Football stadium in Magdeburg, Germany

Ernst Grube Stadium (Ernst-Grube-Stadion) was a multi-use stadium in Magdeburg, Germany. It was mostly used for football matches. The stadium had a capacity of 25,800 people and was built in 1955. The ground was demolished in 2005. The demolition created space for a new stadium that opened in December 2006.

The stadium hosted the home matches of 1. FC Magdeburg until 2004. The last competitive match was played there on December 4, 2004, against FSV Zwickau.

==History==
On 5 November 1933 Germany played a friendly match against Norway (2:2) on the site of the stadium which was named Stadion am Gübser Damm.

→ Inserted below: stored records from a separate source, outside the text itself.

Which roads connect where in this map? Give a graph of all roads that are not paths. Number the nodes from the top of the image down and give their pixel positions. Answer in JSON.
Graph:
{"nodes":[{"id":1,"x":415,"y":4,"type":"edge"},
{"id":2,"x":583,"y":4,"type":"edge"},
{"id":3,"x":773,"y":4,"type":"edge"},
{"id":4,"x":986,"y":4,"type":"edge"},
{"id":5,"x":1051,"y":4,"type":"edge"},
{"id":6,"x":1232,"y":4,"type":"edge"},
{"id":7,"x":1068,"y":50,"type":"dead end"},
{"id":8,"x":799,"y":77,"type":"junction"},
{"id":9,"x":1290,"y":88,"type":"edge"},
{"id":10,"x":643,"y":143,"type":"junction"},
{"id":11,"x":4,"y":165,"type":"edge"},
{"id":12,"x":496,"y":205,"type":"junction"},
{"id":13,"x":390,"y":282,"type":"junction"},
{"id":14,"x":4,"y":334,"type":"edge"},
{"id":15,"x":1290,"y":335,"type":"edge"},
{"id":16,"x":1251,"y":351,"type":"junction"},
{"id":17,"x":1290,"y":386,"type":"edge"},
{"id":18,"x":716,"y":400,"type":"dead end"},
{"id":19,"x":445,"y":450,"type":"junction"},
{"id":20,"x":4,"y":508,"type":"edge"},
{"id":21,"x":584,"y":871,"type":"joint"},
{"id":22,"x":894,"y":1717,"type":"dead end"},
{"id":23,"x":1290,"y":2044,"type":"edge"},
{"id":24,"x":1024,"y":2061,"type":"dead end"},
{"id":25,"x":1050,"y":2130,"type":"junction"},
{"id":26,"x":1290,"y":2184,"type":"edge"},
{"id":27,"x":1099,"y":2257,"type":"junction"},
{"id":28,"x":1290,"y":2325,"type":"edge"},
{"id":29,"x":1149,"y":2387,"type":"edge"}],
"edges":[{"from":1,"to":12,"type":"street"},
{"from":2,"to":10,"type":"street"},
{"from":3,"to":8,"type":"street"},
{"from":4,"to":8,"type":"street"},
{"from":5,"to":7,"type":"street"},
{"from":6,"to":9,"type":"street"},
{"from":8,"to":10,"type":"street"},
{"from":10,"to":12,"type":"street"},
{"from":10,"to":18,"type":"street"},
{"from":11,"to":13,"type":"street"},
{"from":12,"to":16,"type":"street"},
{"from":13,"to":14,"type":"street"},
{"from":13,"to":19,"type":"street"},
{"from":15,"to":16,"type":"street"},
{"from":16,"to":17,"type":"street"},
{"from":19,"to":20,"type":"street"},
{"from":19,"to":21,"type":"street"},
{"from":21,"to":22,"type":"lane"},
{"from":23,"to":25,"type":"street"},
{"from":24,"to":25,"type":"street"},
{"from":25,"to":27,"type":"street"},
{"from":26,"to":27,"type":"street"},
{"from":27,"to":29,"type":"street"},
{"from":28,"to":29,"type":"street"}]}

After the Second World War, the city of Magdeburg planned to erect a sports center consisting among others of a stadium with a capacity for 80,000 people and a natatorium. However, the city was unable to acquire the site originally intended and so the initial project was abandoned. Instead, the city decided to build a new stadium east of the Elbe river, at the site of the SV Victoria 96 Magdeburg stadium. In order to erect the stands, about 5.3 Mcuft of rubble were transported from the ruins of the city. The stadium was equipped with an athletics track and was opened in front of a crowd of 40,000 on September 18, 1955.

Over the years, it was upgraded several times, parts of the stands were put under a roof, and floodlights were installed. However, after the reunification of Germany the stadium gradually fell into disrepair and in 2004 the city council decided to build a new one at the same site. The Ernst-Grube-Stadion was demolished between March and June 2005, and construction of the new stadium began on July 4, 2005.